(Input)

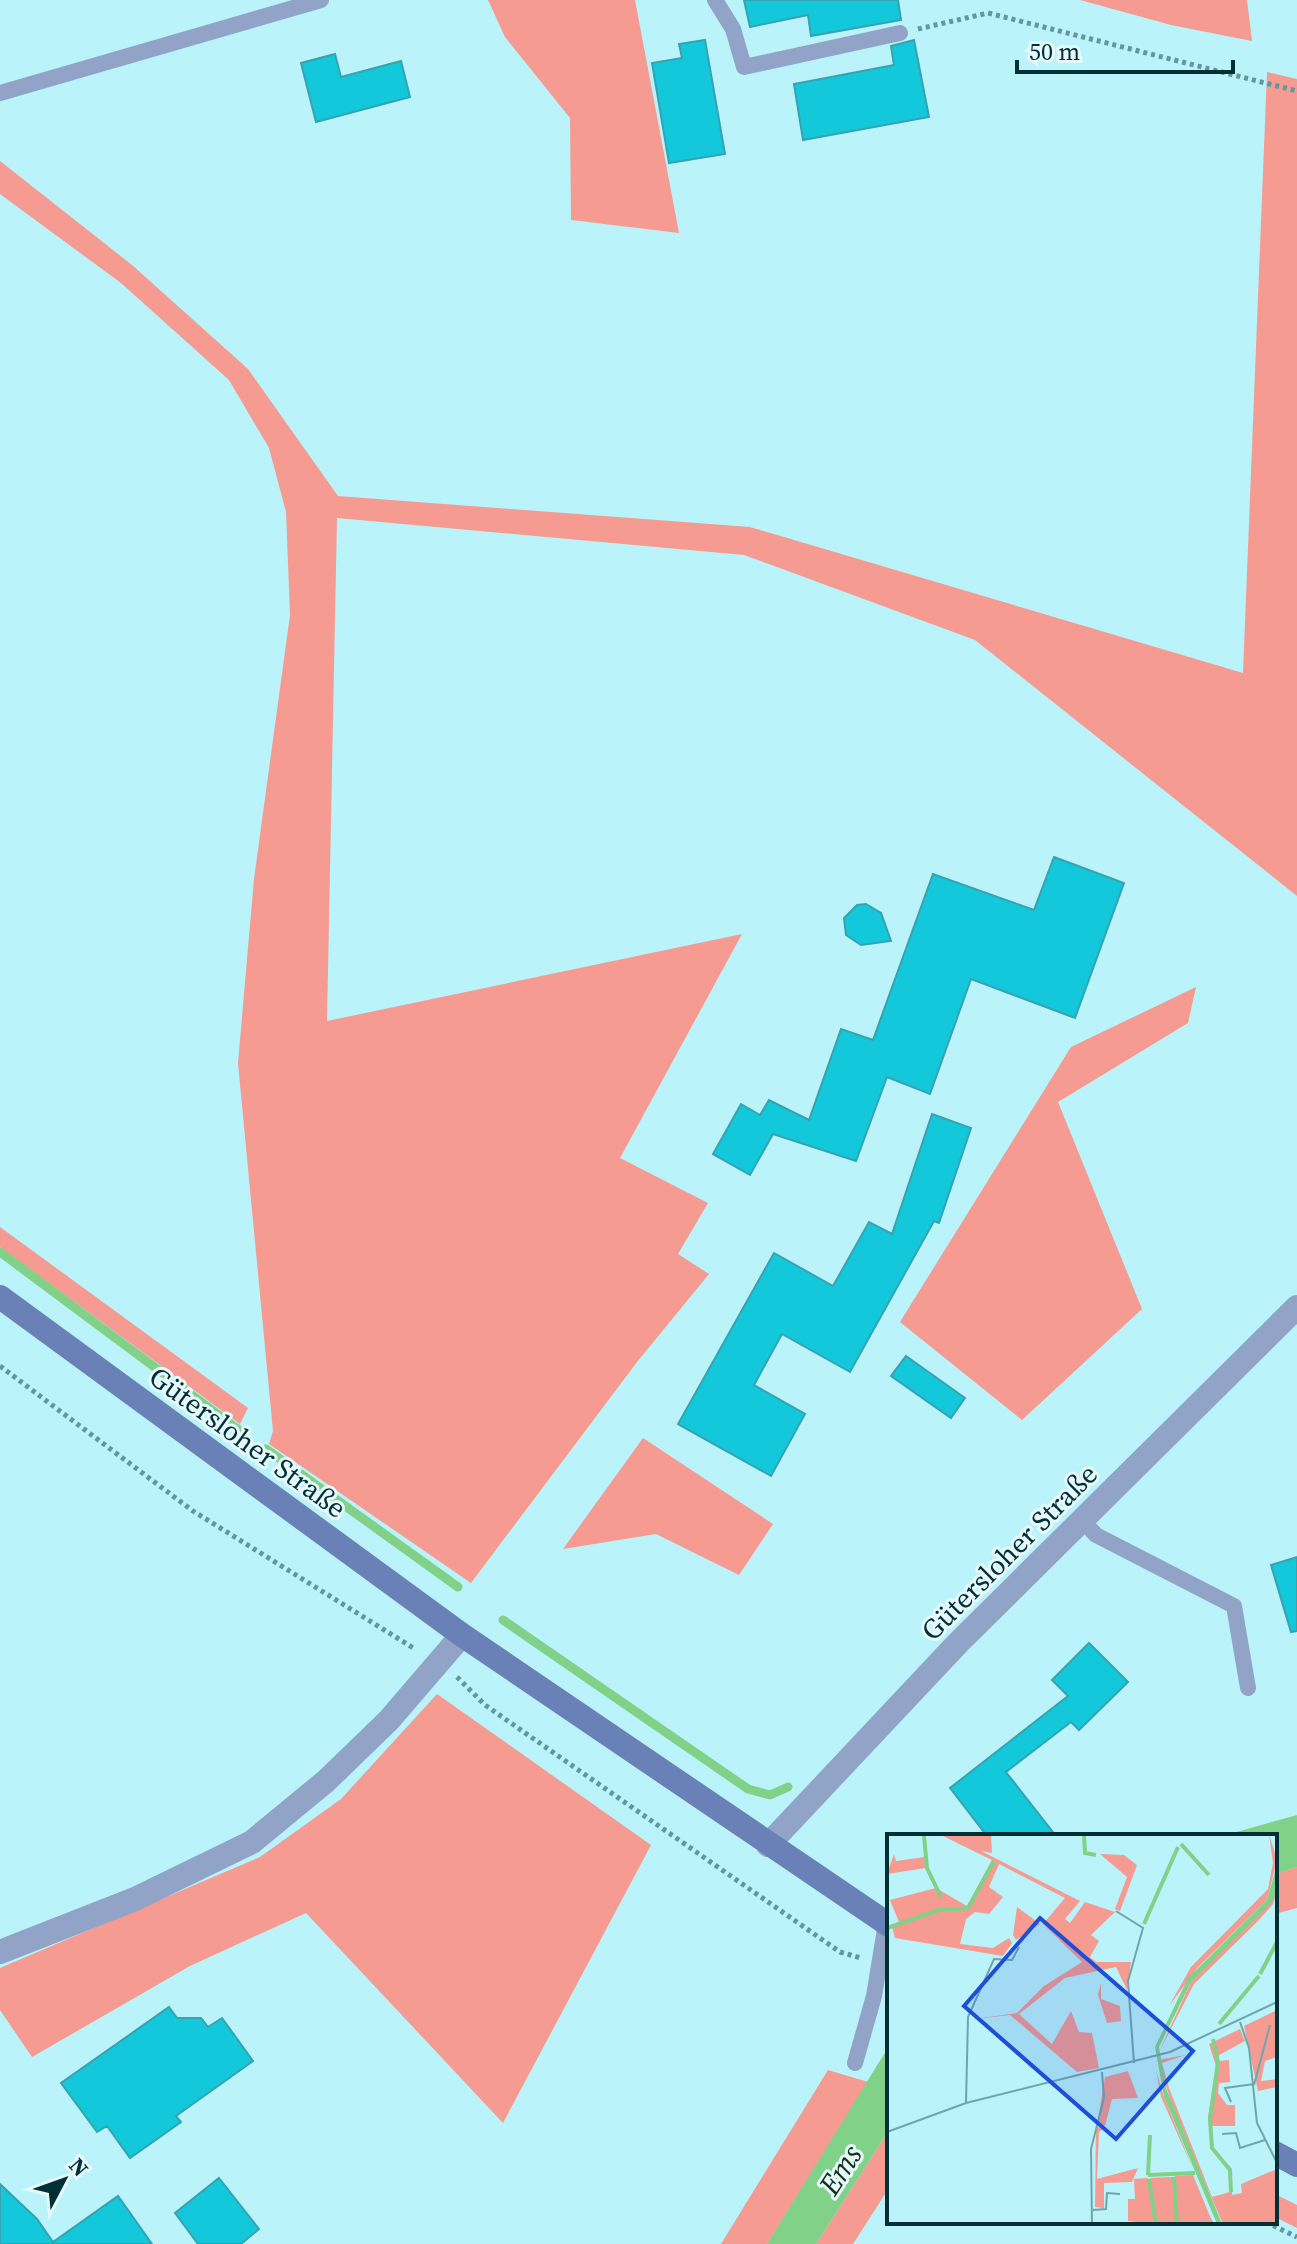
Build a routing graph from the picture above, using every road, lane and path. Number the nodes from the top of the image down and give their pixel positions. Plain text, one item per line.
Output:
1 (321, 0) edge
2 (715, 0) edge
3 (900, 33) joint
4 (1297, 91) edge
5 (0, 93) edge
6 (0, 1297) edge
7 (1297, 1307) edge
8 (0, 1366) edge
9 (1084, 1522) junction
10 (462, 1635) junction
11 (437, 1664) junction
12 (1248, 1688) dead end
13 (768, 1845) junction
14 (887, 1923) edge
15 (887, 1928) edge
16 (0, 1952) edge
17 (879, 1964) junction
18 (855, 2063) dead end
19 (1277, 2154) edge
20 (1297, 2165) edge
21 (1270, 2224) edge
22 (1297, 2237) edge

1 - 5 lane
2 - 3 lane
3 - 4 path
6 - 10 main road, Gütersloher Straße
7 - 9 street, Gütersloher Straße
8 - 11 path
9 - 12 lane
9 - 13 street, Gütersloher Straße
10 - 11 street
10 - 13 main road, Gütersloher Straße
11 - 16 street
11 - 17 path
13 - 14 main road, Gütersloher Straße
15 - 17 lane
17 - 18 lane
19 - 20 main road
21 - 22 path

(End Input)

§ **Task goal**: From the first line to the last, write out the data above exactly. Omit the pictures.

§ **Reply**:
Build a routing graph from the picture above, using every road, lane and path. Number the nodes from the top of the image down and give their pixel positions. Plain text, one item per line.
Output:
1 (321, 0) edge
2 (715, 0) edge
3 (900, 33) joint
4 (1297, 91) edge
5 (0, 93) edge
6 (0, 1297) edge
7 (1297, 1307) edge
8 (0, 1366) edge
9 (1084, 1522) junction
10 (462, 1635) junction
11 (437, 1664) junction
12 (1248, 1688) dead end
13 (768, 1845) junction
14 (887, 1923) edge
15 (887, 1928) edge
16 (0, 1952) edge
17 (879, 1964) junction
18 (855, 2063) dead end
19 (1277, 2154) edge
20 (1297, 2165) edge
21 (1270, 2224) edge
22 (1297, 2237) edge

1 - 5 lane
2 - 3 lane
3 - 4 path
6 - 10 main road, Gütersloher Straße
7 - 9 street, Gütersloher Straße
8 - 11 path
9 - 12 lane
9 - 13 street, Gütersloher Straße
10 - 11 street
10 - 13 main road, Gütersloher Straße
11 - 16 street
11 - 17 path
13 - 14 main road, Gütersloher Straße
15 - 17 lane
17 - 18 lane
19 - 20 main road
21 - 22 path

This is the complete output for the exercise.